#### Problem statement
Wherever a line of the listing holds the string "bubble", copy that line.

#### Data for analysis
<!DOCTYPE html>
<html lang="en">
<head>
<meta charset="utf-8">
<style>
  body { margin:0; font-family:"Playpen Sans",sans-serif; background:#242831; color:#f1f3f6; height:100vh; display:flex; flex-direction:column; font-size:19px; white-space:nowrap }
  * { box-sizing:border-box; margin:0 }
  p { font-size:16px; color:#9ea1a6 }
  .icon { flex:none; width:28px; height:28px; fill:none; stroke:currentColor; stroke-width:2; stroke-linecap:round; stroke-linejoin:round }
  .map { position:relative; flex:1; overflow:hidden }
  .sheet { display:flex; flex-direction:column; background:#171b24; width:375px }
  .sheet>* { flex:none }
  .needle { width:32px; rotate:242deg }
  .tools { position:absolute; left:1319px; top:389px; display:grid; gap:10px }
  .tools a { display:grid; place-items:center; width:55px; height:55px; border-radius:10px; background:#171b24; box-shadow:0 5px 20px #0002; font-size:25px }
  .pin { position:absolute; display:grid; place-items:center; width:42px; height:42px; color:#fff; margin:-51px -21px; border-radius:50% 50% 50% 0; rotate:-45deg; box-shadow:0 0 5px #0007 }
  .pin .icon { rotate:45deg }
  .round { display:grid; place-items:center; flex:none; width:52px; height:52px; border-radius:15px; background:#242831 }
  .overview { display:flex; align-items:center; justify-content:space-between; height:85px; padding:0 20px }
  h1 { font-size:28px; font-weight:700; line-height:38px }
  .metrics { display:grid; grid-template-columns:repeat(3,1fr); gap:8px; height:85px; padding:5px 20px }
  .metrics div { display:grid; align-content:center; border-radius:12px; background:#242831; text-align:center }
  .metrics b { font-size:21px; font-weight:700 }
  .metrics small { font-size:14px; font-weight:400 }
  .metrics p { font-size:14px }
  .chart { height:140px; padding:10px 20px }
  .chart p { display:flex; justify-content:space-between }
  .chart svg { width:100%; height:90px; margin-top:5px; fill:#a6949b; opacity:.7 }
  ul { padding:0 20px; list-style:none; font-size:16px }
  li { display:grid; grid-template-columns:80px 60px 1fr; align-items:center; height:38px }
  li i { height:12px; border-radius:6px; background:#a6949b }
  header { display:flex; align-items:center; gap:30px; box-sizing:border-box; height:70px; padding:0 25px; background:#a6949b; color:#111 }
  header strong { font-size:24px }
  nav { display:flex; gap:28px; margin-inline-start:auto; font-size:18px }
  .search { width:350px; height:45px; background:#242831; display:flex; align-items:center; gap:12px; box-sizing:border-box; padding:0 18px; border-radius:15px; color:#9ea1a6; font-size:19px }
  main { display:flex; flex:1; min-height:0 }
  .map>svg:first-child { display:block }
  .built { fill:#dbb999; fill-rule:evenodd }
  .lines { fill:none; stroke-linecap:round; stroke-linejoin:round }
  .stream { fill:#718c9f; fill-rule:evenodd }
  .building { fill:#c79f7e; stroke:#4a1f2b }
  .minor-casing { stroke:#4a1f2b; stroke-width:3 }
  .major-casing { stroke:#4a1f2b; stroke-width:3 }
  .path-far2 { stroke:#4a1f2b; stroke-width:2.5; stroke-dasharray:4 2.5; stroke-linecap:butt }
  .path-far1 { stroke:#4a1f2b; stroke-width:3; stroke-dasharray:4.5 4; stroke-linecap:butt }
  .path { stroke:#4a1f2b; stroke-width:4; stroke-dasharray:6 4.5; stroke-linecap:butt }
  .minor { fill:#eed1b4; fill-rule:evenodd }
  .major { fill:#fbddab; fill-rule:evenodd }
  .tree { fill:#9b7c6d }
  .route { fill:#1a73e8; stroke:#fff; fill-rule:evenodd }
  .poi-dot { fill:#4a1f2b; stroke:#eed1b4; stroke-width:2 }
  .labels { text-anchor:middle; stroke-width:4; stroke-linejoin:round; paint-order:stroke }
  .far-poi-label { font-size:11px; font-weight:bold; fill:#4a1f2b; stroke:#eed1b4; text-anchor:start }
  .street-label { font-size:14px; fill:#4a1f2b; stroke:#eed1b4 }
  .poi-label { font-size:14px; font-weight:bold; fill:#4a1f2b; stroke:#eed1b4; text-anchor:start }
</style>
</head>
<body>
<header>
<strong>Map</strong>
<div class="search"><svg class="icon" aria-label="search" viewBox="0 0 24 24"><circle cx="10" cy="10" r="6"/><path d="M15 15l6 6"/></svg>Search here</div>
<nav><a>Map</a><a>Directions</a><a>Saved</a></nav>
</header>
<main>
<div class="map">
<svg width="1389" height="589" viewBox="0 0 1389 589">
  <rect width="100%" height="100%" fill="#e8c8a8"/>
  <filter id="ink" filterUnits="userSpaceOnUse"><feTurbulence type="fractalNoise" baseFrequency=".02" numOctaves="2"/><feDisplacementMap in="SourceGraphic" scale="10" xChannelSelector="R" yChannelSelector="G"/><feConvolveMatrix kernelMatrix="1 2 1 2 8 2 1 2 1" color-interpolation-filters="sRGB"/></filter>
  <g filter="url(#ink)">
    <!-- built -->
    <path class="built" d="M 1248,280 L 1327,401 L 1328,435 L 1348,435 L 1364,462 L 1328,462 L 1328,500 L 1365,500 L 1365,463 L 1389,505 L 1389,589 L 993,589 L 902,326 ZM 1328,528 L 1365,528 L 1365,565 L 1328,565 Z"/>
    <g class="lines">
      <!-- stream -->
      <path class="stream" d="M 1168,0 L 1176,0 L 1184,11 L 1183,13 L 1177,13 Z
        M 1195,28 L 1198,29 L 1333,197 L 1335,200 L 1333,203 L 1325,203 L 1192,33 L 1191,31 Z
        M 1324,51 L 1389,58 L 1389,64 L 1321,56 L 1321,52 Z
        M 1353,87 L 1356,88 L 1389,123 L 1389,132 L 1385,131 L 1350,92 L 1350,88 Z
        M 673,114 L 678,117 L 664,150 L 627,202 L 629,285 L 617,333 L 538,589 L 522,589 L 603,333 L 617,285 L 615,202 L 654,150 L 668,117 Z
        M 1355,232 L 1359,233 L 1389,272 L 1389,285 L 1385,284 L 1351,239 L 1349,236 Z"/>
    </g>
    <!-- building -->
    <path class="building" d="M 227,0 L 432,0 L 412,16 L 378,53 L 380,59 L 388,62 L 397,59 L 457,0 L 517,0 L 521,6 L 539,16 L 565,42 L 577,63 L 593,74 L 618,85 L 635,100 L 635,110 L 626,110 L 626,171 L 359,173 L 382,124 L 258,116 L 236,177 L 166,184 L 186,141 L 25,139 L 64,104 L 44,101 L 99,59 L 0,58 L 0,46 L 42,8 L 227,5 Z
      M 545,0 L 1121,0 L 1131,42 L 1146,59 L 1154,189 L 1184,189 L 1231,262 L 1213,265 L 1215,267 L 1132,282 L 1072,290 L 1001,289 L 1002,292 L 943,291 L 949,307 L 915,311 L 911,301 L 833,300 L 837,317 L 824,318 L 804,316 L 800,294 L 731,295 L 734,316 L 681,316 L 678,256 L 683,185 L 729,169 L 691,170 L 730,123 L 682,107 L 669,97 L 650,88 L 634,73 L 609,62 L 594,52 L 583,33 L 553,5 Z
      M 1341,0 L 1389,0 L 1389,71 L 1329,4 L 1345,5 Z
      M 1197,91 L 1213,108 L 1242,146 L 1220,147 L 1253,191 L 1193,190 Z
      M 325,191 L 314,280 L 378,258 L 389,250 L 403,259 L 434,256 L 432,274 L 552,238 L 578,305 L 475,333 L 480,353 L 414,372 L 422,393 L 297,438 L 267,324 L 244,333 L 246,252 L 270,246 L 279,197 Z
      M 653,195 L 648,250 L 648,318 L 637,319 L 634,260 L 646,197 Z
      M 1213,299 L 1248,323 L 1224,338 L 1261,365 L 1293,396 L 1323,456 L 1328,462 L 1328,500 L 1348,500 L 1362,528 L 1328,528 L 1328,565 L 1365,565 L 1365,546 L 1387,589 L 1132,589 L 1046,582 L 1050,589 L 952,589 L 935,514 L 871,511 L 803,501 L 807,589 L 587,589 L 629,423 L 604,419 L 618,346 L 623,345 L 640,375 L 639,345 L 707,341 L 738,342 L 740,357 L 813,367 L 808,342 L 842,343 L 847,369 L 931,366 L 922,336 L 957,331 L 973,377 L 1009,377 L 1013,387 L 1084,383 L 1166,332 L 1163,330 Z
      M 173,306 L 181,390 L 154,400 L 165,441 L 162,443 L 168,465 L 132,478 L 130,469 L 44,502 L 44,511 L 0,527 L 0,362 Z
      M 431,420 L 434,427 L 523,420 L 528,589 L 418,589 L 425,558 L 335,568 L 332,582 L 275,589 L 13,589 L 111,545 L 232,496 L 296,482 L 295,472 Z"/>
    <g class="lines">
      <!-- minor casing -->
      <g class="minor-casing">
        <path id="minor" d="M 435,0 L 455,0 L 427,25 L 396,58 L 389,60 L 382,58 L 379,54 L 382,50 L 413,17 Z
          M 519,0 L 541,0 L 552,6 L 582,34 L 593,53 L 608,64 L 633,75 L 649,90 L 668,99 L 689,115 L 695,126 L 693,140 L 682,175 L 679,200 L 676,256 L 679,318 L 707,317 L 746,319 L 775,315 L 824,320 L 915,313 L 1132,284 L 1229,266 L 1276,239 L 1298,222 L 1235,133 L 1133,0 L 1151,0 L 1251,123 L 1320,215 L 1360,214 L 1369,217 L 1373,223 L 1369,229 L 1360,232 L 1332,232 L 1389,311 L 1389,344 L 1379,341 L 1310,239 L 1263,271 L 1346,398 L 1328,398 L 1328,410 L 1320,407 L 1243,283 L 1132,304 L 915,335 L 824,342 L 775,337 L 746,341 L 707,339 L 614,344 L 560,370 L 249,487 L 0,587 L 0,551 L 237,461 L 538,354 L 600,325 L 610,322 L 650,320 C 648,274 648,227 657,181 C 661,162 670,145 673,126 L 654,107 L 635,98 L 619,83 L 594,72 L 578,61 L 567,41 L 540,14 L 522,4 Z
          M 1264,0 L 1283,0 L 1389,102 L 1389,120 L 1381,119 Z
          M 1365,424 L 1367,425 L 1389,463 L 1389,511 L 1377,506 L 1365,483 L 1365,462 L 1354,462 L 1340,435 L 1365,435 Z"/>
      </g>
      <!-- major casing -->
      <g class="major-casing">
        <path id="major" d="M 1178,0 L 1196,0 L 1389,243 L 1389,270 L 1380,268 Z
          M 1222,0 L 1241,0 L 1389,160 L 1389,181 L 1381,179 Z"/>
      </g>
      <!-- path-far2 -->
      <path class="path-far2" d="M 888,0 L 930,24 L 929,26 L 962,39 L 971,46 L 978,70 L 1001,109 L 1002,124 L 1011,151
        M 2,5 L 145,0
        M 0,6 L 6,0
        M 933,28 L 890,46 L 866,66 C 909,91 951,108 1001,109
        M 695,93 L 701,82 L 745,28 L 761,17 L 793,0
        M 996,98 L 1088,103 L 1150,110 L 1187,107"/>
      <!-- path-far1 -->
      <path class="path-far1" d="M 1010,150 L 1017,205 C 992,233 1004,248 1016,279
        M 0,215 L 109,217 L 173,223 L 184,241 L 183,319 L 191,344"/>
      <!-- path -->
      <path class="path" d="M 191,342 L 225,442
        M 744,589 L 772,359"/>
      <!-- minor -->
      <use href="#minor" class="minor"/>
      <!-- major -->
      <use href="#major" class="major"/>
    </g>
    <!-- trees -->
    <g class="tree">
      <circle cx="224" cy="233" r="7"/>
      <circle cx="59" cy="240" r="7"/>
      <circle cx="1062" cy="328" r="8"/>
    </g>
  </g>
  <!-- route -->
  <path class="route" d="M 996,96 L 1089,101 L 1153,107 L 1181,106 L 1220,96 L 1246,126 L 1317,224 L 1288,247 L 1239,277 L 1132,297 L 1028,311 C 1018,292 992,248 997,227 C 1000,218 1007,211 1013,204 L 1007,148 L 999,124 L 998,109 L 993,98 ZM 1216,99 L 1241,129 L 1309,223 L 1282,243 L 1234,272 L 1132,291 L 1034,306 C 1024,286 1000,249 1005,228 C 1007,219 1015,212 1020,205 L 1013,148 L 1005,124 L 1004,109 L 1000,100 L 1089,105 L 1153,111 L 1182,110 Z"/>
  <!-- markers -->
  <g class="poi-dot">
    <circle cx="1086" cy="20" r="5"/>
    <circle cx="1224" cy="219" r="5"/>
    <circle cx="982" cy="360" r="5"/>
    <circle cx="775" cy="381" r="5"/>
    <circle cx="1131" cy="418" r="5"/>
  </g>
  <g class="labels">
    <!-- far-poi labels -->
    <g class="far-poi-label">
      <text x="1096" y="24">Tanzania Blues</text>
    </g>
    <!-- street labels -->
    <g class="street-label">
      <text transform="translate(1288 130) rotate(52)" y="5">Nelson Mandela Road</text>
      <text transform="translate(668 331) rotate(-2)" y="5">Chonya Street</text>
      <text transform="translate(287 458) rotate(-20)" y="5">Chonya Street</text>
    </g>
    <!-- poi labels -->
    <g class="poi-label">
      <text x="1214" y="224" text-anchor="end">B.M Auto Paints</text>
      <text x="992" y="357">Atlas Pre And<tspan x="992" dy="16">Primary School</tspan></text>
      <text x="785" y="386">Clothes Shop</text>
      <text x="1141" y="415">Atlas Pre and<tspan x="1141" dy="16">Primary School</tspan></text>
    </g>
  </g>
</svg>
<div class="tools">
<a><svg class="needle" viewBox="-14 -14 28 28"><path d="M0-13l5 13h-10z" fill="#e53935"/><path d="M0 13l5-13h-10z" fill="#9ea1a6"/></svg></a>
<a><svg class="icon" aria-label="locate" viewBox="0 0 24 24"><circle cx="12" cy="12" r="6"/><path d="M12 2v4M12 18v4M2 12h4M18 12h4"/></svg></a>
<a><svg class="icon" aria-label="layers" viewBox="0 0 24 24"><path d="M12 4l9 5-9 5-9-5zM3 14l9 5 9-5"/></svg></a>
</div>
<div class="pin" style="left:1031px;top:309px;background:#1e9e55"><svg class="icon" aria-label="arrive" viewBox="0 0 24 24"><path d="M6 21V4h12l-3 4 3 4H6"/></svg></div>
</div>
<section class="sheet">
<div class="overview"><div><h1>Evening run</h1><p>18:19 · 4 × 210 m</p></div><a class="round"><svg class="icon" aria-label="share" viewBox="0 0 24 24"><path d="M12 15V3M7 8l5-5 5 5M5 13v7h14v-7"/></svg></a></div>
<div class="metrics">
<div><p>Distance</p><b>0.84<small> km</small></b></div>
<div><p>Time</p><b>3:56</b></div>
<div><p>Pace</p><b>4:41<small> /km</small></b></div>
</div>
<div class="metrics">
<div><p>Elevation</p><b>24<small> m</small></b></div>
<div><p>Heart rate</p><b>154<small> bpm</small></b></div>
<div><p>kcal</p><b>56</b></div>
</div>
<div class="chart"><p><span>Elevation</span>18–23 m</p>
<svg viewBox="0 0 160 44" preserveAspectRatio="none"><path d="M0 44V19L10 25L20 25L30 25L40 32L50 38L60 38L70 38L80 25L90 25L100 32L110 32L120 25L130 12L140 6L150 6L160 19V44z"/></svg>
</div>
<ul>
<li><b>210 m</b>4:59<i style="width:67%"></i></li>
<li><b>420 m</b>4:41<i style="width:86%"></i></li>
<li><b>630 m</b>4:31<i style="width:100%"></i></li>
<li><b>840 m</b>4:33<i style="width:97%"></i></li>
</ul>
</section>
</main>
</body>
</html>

--

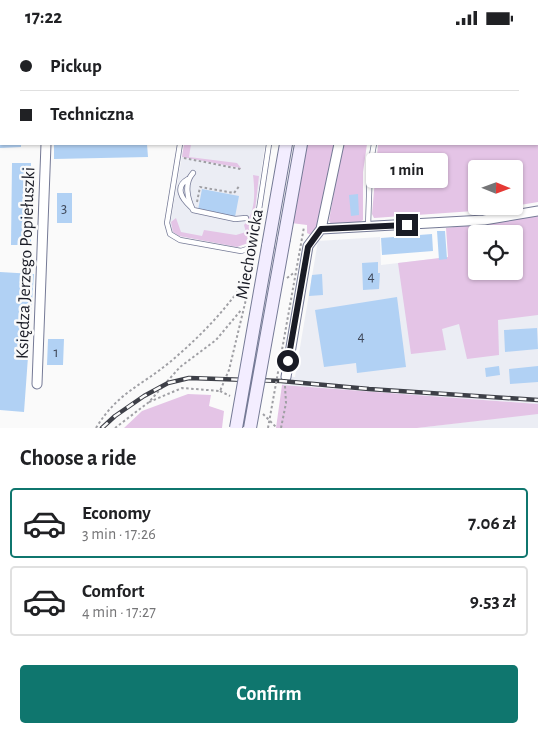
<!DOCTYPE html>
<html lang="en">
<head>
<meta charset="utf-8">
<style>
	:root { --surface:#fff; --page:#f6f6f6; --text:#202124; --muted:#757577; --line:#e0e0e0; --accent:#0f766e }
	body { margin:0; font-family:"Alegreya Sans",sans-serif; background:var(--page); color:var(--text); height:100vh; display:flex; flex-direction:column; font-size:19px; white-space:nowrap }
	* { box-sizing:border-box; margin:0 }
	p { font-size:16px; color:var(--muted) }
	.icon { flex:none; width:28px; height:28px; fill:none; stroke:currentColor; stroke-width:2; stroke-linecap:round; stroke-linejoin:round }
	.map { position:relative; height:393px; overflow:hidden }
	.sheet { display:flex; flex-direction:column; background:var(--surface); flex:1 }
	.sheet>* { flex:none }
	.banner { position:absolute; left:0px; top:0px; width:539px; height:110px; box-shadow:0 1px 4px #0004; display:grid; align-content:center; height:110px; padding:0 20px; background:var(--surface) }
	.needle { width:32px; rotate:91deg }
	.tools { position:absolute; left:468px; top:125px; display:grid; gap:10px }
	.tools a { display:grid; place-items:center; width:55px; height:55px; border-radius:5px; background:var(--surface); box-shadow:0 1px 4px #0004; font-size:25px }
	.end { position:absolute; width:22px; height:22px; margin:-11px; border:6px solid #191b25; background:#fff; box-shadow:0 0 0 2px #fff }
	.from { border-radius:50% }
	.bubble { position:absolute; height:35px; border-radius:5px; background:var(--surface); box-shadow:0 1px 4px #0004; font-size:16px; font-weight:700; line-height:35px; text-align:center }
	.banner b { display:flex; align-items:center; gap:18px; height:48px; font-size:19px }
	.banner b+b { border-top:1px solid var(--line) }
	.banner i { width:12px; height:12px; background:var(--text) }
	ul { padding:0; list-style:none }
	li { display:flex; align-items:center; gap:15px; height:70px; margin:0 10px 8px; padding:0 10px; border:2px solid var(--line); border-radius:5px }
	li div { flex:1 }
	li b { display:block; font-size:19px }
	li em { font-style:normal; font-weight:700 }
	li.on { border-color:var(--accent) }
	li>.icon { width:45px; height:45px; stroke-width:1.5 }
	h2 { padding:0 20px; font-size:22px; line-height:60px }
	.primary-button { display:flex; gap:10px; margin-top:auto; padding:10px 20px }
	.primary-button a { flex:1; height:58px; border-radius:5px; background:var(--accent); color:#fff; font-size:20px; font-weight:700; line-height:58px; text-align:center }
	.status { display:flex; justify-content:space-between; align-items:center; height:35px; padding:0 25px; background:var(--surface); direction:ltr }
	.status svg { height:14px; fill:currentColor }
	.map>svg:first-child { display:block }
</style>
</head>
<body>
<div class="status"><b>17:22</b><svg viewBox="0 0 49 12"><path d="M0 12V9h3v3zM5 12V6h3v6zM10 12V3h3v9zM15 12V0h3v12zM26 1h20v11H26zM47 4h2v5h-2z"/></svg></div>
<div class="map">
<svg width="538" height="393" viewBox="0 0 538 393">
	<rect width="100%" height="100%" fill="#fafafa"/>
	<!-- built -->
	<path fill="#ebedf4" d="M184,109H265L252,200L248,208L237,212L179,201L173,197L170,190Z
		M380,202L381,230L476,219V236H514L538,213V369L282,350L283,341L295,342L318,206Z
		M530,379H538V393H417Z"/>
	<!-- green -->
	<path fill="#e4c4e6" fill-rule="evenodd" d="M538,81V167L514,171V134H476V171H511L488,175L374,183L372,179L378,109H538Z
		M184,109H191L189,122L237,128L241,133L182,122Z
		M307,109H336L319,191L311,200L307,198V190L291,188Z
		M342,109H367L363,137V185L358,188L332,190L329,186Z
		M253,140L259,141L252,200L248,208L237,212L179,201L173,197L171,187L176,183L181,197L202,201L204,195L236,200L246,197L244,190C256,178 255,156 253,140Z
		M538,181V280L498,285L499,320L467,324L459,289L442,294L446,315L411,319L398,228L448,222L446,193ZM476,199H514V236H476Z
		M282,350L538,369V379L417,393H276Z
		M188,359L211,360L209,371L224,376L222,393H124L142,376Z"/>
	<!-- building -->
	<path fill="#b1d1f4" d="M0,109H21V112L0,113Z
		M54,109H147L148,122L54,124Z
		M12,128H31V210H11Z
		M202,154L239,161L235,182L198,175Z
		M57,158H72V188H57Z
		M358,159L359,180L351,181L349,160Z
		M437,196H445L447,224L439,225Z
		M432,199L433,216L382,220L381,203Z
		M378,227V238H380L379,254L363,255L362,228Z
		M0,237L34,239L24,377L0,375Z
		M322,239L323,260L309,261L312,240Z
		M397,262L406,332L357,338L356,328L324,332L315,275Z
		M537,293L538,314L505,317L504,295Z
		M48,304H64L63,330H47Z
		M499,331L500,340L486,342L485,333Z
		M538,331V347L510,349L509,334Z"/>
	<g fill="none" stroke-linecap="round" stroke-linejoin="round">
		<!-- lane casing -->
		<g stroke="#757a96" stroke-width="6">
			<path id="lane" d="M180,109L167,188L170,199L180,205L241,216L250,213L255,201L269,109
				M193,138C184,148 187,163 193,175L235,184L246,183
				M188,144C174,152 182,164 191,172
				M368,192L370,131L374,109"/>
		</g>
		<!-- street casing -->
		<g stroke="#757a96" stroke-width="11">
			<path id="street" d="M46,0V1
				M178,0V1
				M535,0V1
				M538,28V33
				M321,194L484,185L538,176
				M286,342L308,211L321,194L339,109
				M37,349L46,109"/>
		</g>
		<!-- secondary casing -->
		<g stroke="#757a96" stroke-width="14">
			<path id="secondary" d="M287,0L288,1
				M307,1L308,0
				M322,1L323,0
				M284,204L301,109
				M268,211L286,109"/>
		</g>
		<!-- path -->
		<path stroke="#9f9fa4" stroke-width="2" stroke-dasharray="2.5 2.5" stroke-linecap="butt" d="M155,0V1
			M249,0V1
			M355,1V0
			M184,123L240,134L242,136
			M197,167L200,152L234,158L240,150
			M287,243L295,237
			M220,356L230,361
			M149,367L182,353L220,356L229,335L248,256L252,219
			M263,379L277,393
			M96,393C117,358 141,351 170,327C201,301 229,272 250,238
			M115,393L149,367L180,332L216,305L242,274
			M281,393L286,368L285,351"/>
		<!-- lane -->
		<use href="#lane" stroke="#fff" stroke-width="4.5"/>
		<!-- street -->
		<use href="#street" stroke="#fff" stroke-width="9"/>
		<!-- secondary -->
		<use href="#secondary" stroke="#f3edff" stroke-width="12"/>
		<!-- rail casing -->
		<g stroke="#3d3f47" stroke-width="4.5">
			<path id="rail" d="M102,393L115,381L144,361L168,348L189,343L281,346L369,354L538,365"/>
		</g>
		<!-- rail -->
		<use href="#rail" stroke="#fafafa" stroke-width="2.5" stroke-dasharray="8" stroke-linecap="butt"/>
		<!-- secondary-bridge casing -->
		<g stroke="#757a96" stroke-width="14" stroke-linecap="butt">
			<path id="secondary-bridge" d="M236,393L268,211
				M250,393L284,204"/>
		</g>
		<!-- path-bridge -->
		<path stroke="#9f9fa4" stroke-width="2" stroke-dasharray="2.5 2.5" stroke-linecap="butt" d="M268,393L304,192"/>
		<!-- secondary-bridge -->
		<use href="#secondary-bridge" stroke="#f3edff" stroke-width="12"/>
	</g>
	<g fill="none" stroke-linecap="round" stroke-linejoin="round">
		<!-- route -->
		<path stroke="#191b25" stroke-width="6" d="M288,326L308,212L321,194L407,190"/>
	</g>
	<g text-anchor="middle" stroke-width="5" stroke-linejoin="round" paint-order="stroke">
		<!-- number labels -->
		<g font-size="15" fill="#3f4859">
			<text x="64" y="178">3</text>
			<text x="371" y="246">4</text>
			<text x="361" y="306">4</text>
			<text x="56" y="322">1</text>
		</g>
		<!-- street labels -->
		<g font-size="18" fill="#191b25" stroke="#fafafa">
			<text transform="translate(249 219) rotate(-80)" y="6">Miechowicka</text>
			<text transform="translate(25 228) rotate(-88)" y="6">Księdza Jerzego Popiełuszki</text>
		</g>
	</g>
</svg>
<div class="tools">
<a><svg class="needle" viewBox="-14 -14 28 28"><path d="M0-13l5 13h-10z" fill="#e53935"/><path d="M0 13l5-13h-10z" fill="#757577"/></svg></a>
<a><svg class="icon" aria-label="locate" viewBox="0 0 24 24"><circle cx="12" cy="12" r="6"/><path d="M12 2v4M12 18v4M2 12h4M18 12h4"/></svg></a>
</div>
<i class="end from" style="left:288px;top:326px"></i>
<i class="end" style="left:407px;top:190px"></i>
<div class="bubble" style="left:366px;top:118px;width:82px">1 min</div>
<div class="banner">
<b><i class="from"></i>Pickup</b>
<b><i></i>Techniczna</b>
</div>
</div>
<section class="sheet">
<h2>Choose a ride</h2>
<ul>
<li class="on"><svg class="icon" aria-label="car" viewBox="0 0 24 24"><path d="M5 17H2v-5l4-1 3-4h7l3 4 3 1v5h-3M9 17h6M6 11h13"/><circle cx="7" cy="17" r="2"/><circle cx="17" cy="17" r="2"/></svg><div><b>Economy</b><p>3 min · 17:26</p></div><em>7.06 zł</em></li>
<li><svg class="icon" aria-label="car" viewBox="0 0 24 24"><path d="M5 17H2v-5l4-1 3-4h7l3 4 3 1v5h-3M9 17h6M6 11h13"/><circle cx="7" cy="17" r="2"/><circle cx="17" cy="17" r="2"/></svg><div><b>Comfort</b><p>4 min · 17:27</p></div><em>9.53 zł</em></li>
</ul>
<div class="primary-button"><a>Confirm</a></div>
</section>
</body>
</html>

#### Written solution
	.bubble { position:absolute; height:35px; border-radius:5px; background:var(--surface); box-shadow:0 1px 4px #0004; font-size:16px; font-weight:700; line-height:35px; text-align:center }
<div class="bubble" style="left:366px;top:118px;width:82px">1 min</div>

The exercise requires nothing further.